TASK ITEM ▸
Could you find every line in the entries below that holds the word "Highway" and copy it?

EXCERPTED RECORDS ▸
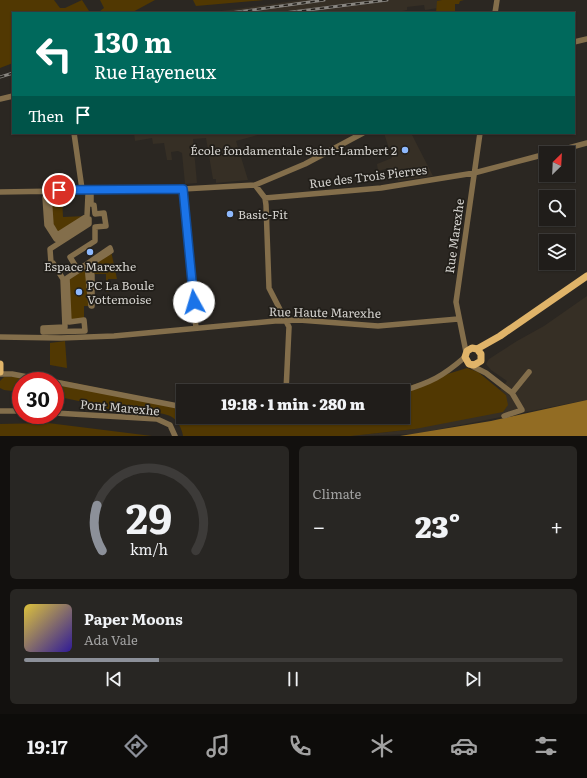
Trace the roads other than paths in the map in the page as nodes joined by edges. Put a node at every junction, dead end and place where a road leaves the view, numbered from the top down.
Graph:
1 (497, 0) edge
2 (495, 12) edge
3 (587, 39) edge
4 (575, 42) edge
5 (12, 96) edge
6 (0, 99) edge
7 (74, 134) edge
8 (361, 134) edge
9 (480, 134) edge
10 (587, 143) edge
11 (575, 146) edge
12 (539, 156) edge
13 (474, 173) junction
14 (255, 186) junction
15 (82, 189) junction
16 (183, 189) junction
17 (0, 192) edge
18 (91, 195) joint
19 (265, 198) junction
20 (587, 276) edge
21 (458, 319) junction
22 (287, 320) junction
23 (196, 328) junction
24 (0, 337) edge
25 (470, 352) junction
26 (480, 362) junction
27 (0, 364) edge
28 (472, 366) junction
29 (529, 372) dead end
30 (0, 373) edge
31 (486, 373) junction
32 (12, 374) edge
33 (64, 384) edge
34 (286, 384) edge
35 (410, 389) edge
36 (512, 393) junction
37 (176, 406) edge
38 (0, 411) edge
39 (12, 411) edge
40 (64, 414) edge
41 (504, 416) dead end
42 (175, 436) edge

1 - 2 street
3 - 4 street
5 - 6 street
7 - 15 street
8 - 14 street
9 - 13 street, Rue Marexhe
10 - 11 street
12 - 13 street, Rue des Trois Pierres
13 - 19 street, Rue des Trois Pierres
13 - 21 street, Rue Marexhe
14 - 16 street
14 - 19 street
15 - 16 street
15 - 17 street
16 - 23 street
18 - 18 street
19 - 22 street
20 - 25 main road
21 - 22 street, Rue Haute Marexhe
21 - 25 street, Rue Marexhe
22 - 23 street, Rue Haute Marexhe
22 - 34 street
23 - 24 street, Rue Haute Marexhe
25 - 26 main road
25 - 28 main road
25 - 35 street
26 - 28 main road
26 - 31 street
27 - 30 main road
28 - 31 street
29 - 36 street
30 - 32 street
31 - 36 street
33 - 37 street
36 - 41 street
38 - 39 street
40 - 42 street, Pont Marexhe

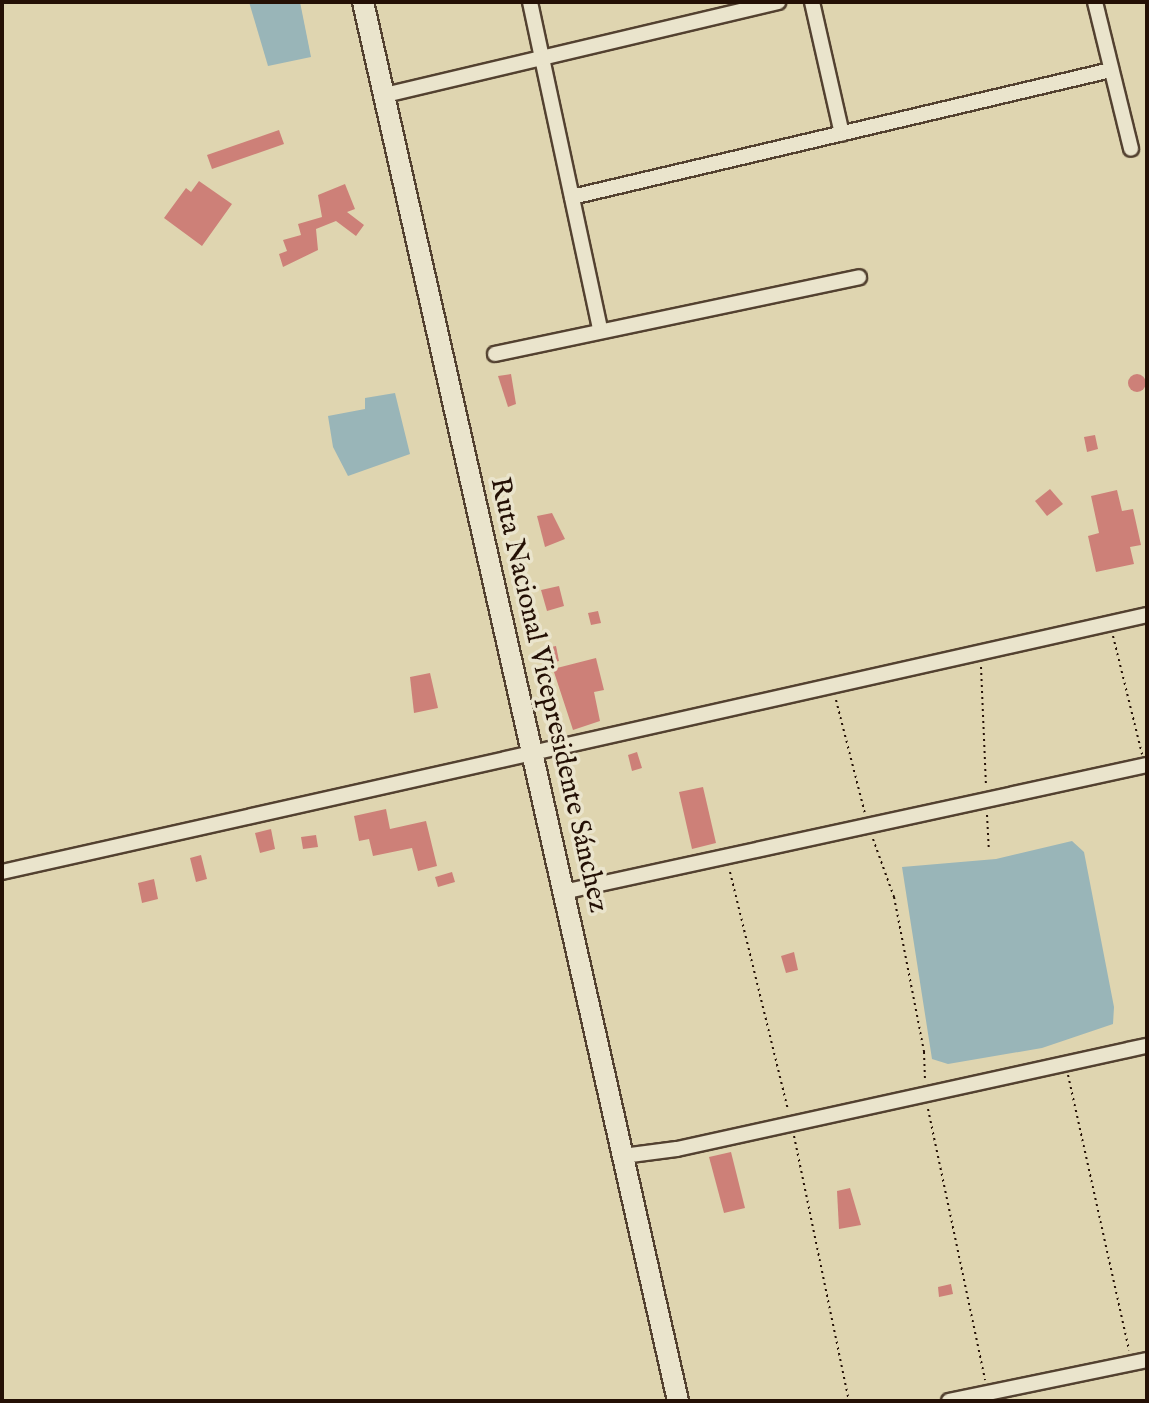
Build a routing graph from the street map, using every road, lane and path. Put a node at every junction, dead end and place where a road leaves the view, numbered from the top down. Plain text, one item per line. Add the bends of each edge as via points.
1 (363, 2) edge
2 (530, 2) edge
3 (778, 2) edge
4 (812, 2) edge
5 (1095, 2) edge
6 (542, 58) junction
7 (1111, 70) junction
8 (385, 95) junction
9 (842, 134) junction
10 (1131, 149) dead end
11 (572, 197) junction
12 (859, 277) dead end
13 (600, 328) junction
14 (495, 354) dead end
15 (1147, 615) edge
16 (1110, 624) junction
17 (981, 656) junction
18 (833, 689) junction
19 (532, 756) junction
20 (1146, 765) edge
21 (986, 800) junction
22 (868, 826) junction
23 (989, 849) dead end
24 (2, 872) edge
25 (563, 892) junction
26 (1147, 1046) edge
27 (1066, 1064) junction
28 (925, 1095) junction
29 (623, 1156) junction
30 (1140, 1362) edge
31 (988, 1393) junction
32 (678, 1401) edge
33 (949, 1401) edge

1 - 8 street, Ruta Nacional Vicepresidente Sánchez
2 - 6 street
3 - 6 street
4 - 9 street
5 - 7 street
6 - 8 street
6 - 11 street
7 - 9 street
7 - 10 street
8 - 19 street, Ruta Nacional Vicepresidente Sánchez
9 - 11 street
11 - 13 street
12 - 13 street
13 - 14 street
15 - 16 street
16 - 17 street
16 - 20 path
17 - 18 street
17 - 21 path
18 - 19 street
18 - 22 path
19 - 24 street
19 - 25 street, Ruta Nacional Vicepresidente Sánchez
20 - 21 street
21 - 22 street
21 - 23 path
22 - 25 street
22 - 28 path via 894,897 924,1052
25 - 29 street, Ruta Nacional Vicepresidente Sánchez
26 - 27 street
27 - 28 street
27 - 30 path
28 - 29 street
28 - 31 path
29 - 32 street, Ruta Nacional Vicepresidente Sánchez
30 - 31 street
31 - 33 street

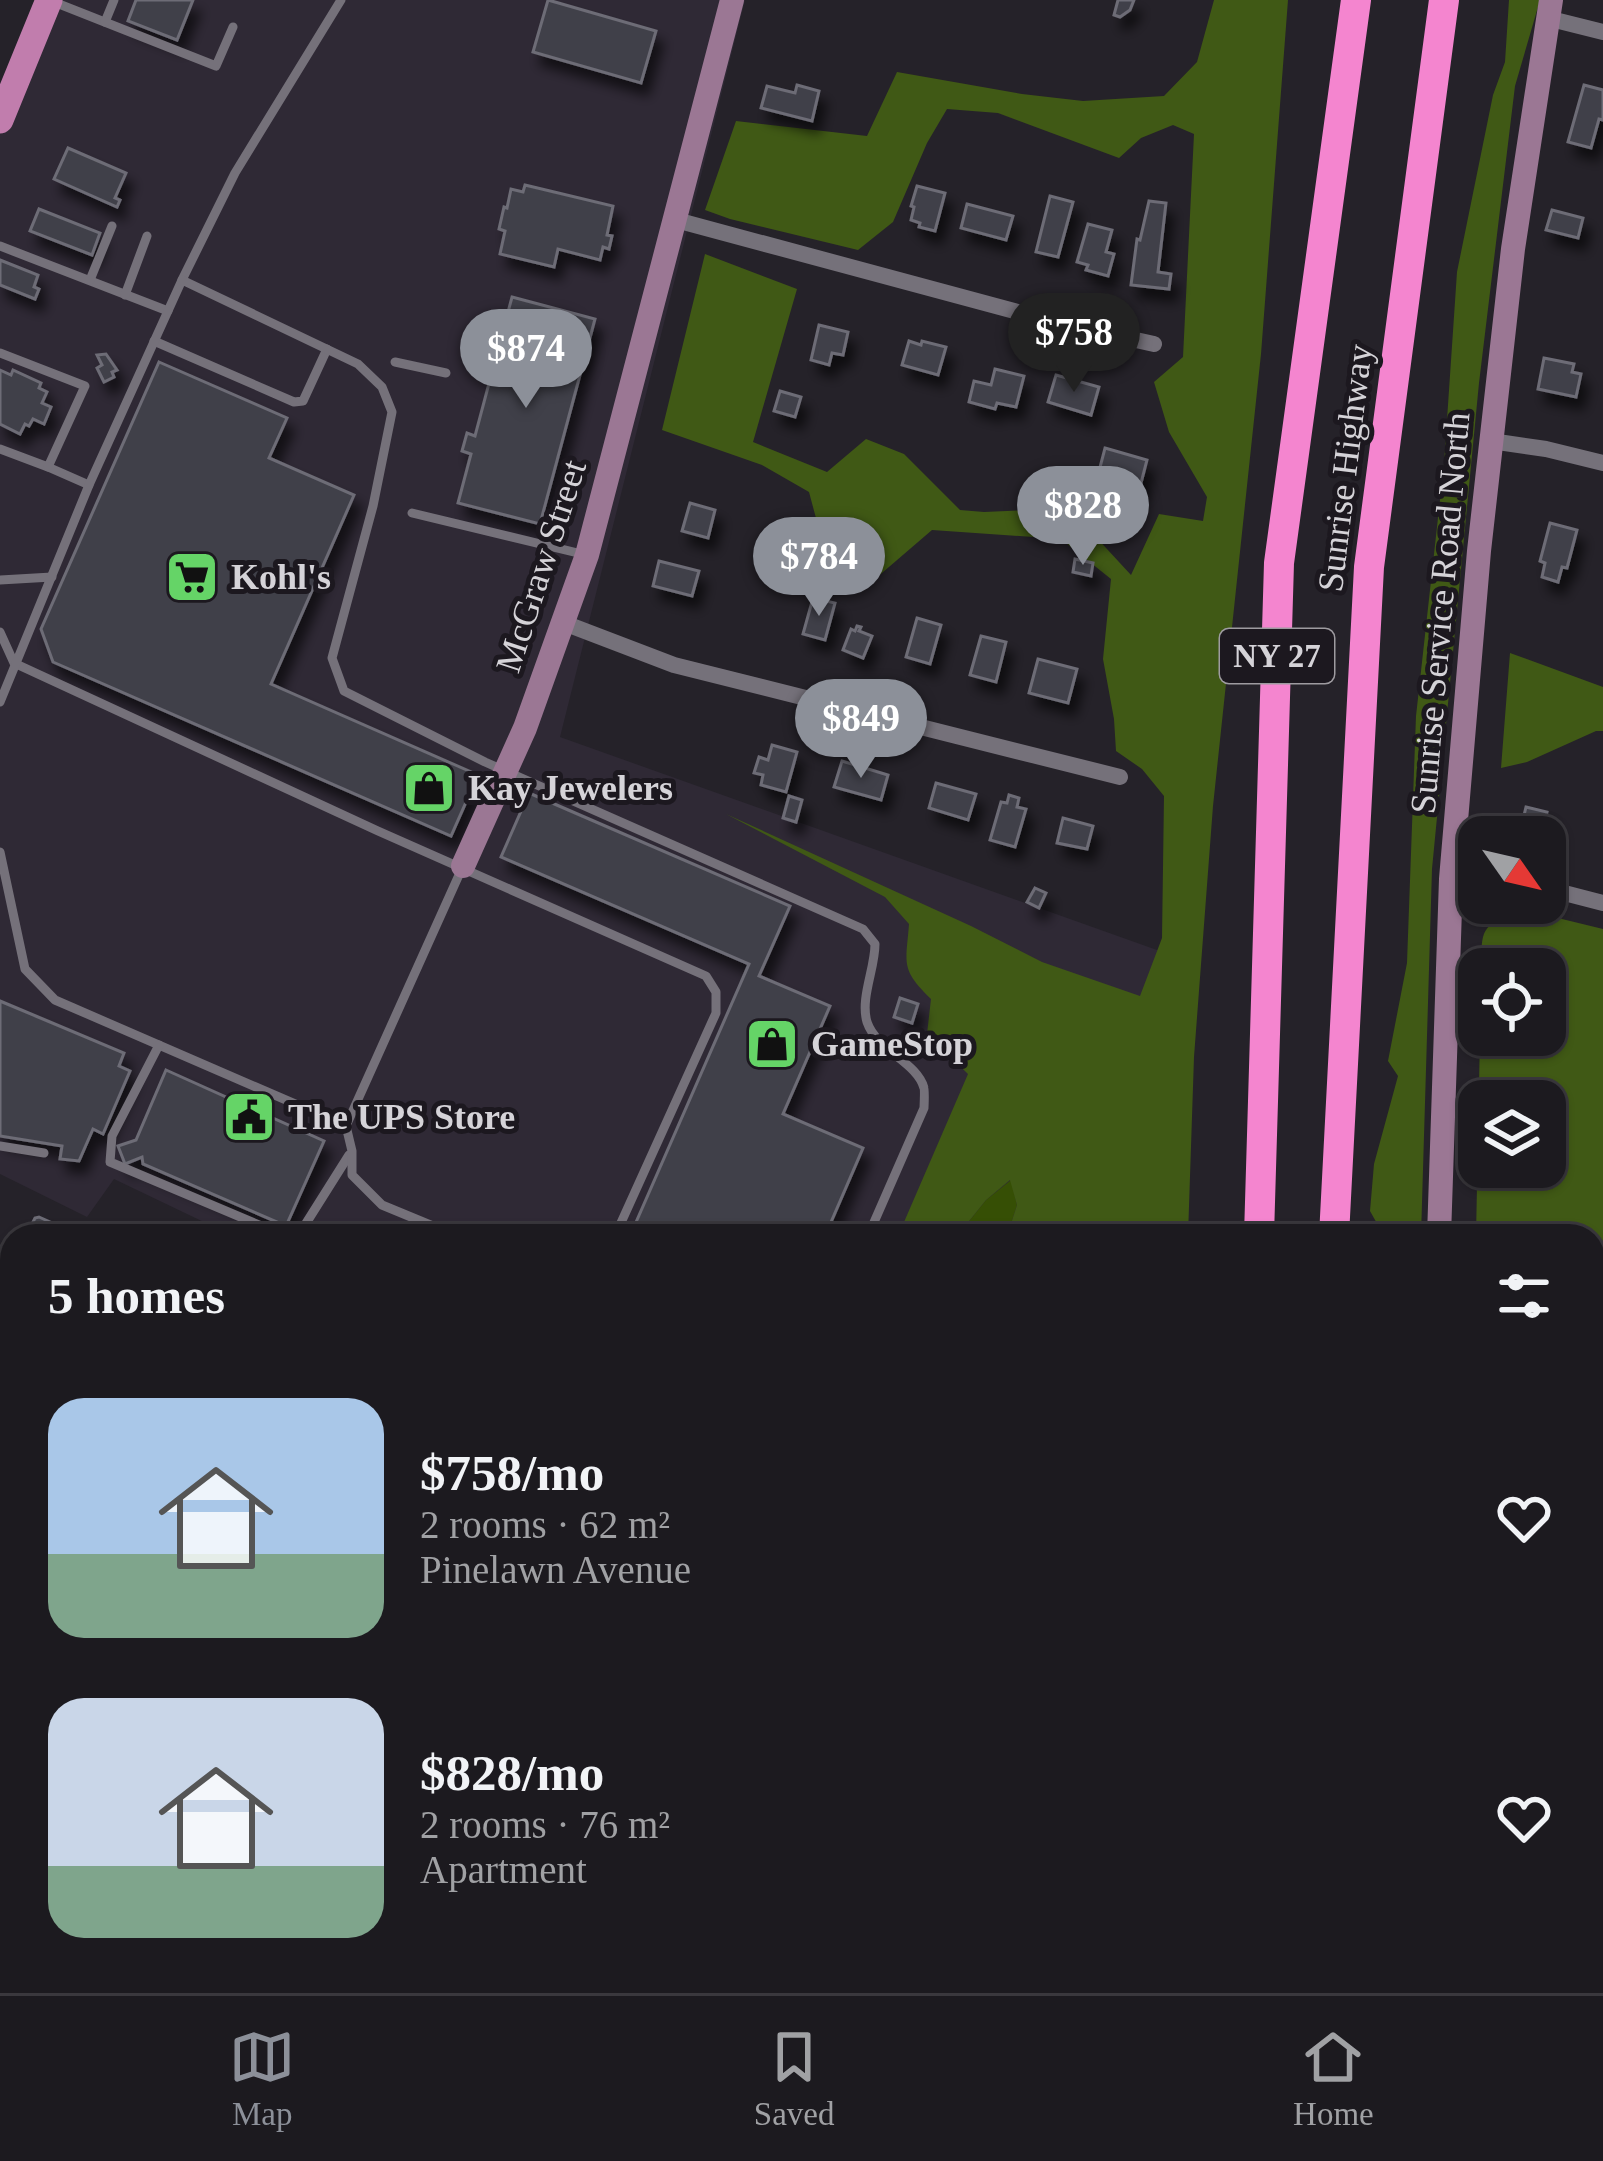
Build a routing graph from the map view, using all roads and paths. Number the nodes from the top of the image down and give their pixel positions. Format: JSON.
{"nodes":[{"id":1,"x":49,"y":0,"type":"edge"},
{"id":2,"x":113,"y":0,"type":"edge"},
{"id":3,"x":340,"y":0,"type":"edge"},
{"id":4,"x":732,"y":0,"type":"edge"},
{"id":5,"x":1352,"y":0,"type":"edge"},
{"id":6,"x":1444,"y":0,"type":"edge"},
{"id":7,"x":1549,"y":9,"type":"edge"},
{"id":8,"x":105,"y":22,"type":"junction"},
{"id":9,"x":233,"y":27,"type":"dead end"},
{"id":10,"x":1603,"y":32,"type":"edge"},
{"id":11,"x":0,"y":118,"type":"edge"},
{"id":12,"x":676,"y":220,"type":"junction"},
{"id":13,"x":112,"y":226,"type":"dead end"},
{"id":14,"x":147,"y":236,"type":"dead end"},
{"id":15,"x":0,"y":246,"type":"edge"},
{"id":16,"x":90,"y":280,"type":"junction"},
{"id":17,"x":182,"y":280,"type":"junction"},
{"id":18,"x":125,"y":295,"type":"junction"},
{"id":19,"x":168,"y":311,"type":"junction"},
{"id":20,"x":154,"y":341,"type":"junction"},
{"id":21,"x":1154,"y":344,"type":"dead end"},
{"id":22,"x":327,"y":349,"type":"junction"},
{"id":23,"x":0,"y":353,"type":"edge"},
{"id":24,"x":395,"y":362,"type":"dead end"},
{"id":25,"x":446,"y":374,"type":"dead end"},
{"id":26,"x":1491,"y":441,"type":"junction"},
{"id":27,"x":0,"y":449,"type":"edge"},
{"id":28,"x":1603,"y":463,"type":"edge"},
{"id":29,"x":48,"y":467,"type":"junction"},
{"id":30,"x":89,"y":485,"type":"junction"},
{"id":31,"x":412,"y":513,"type":"dead end"},
{"id":32,"x":587,"y":555,"type":"junction"},
{"id":33,"x":52,"y":577,"type":"junction"},
{"id":34,"x":0,"y":580,"type":"edge"},
{"id":35,"x":564,"y":623,"type":"junction"},
{"id":36,"x":0,"y":632,"type":"edge"},
{"id":37,"x":14,"y":663,"type":"junction"},
{"id":38,"x":0,"y":702,"type":"edge"},
{"id":39,"x":507,"y":770,"type":"junction"},
{"id":40,"x":1120,"y":777,"type":"dead end"},
{"id":41,"x":0,"y":852,"type":"edge"},
{"id":42,"x":463,"y":866,"type":"junction"},
{"id":43,"x":1451,"y":880,"type":"junction"},
{"id":44,"x":1458,"y":880,"type":"edge"},
{"id":45,"x":1566,"y":893,"type":"edge"},
{"id":46,"x":1603,"y":903,"type":"edge"},
{"id":47,"x":159,"y":1045,"type":"junction"},
{"id":48,"x":346,"y":1126,"type":"junction"},
{"id":49,"x":0,"y":1146,"type":"edge"},
{"id":50,"x":352,"y":1150,"type":"junction"},
{"id":51,"x":44,"y":1153,"type":"dead end"},
{"id":52,"x":257,"y":1224,"type":"edge"},
{"id":53,"x":306,"y":1224,"type":"edge"},
{"id":54,"x":428,"y":1224,"type":"edge"},
{"id":55,"x":620,"y":1224,"type":"edge"},
{"id":56,"x":873,"y":1224,"type":"edge"},
{"id":57,"x":1259,"y":1224,"type":"edge"},
{"id":58,"x":1335,"y":1224,"type":"edge"},
{"id":59,"x":1439,"y":1224,"type":"edge"}],
"edges":[{"from":1,"to":8,"type":"lane"},
{"from":1,"to":11,"type":"main road"},
{"from":2,"to":8,"type":"lane"},
{"from":3,"to":17,"type":"lane"},
{"from":4,"to":12,"type":"street","name":"McGraw Street"},
{"from":5,"to":57,"type":"highway","name":"Sunrise Highway","number":"NY 27"},
{"from":6,"to":58,"type":"highway","name":"Sunrise Highway","number":"NY 27"},
{"from":7,"to":10,"type":"street"},
{"from":7,"to":26,"type":"street","name":"Sunrise Service Road North"},
{"from":8,"to":9,"type":"lane"},
{"from":12,"to":21,"type":"street"},
{"from":12,"to":32,"type":"street","name":"McGraw Street"},
{"from":13,"to":16,"type":"lane"},
{"from":14,"to":18,"type":"lane"},
{"from":15,"to":16,"type":"lane"},
{"from":16,"to":18,"type":"lane"},
{"from":17,"to":19,"type":"lane"},
{"from":17,"to":22,"type":"lane"},
{"from":18,"to":19,"type":"lane"},
{"from":19,"to":20,"type":"lane"},
{"from":20,"to":22,"type":"lane"},
{"from":20,"to":30,"type":"lane"},
{"from":22,"to":39,"type":"lane"},
{"from":23,"to":29,"type":"lane"},
{"from":24,"to":25,"type":"lane"},
{"from":26,"to":28,"type":"street"},
{"from":26,"to":43,"type":"street","name":"Sunrise Service Road North"},
{"from":27,"to":29,"type":"lane"},
{"from":29,"to":30,"type":"lane"},
{"from":30,"to":33,"type":"lane"},
{"from":31,"to":32,"type":"lane"},
{"from":32,"to":35,"type":"street","name":"McGraw Street"},
{"from":33,"to":34,"type":"lane"},
{"from":33,"to":37,"type":"lane"},
{"from":35,"to":39,"type":"street","name":"McGraw Street"},
{"from":35,"to":40,"type":"street"},
{"from":36,"to":37,"type":"lane"},
{"from":37,"to":38,"type":"lane"},
{"from":37,"to":42,"type":"lane"},
{"from":39,"to":42,"type":"street","name":"McGraw Street"},
{"from":39,"to":56,"type":"lane"},
{"from":41,"to":47,"type":"lane"},
{"from":42,"to":48,"type":"lane"},
{"from":42,"to":55,"type":"lane"},
{"from":43,"to":44,"type":"street"},
{"from":43,"to":59,"type":"street","name":"Sunrise Service Road North"},
{"from":45,"to":46,"type":"street"},
{"from":47,"to":48,"type":"lane"},
{"from":47,"to":52,"type":"lane"},
{"from":48,"to":50,"type":"lane"},
{"from":49,"to":51,"type":"lane"},
{"from":50,"to":53,"type":"lane"},
{"from":50,"to":54,"type":"lane"}]}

RESULT OF THIS TASK ▸
{"from":5,"to":57,"type":"highway","name":"Sunrise Highway","number":"NY 27"},
{"from":6,"to":58,"type":"highway","name":"Sunrise Highway","number":"NY 27"},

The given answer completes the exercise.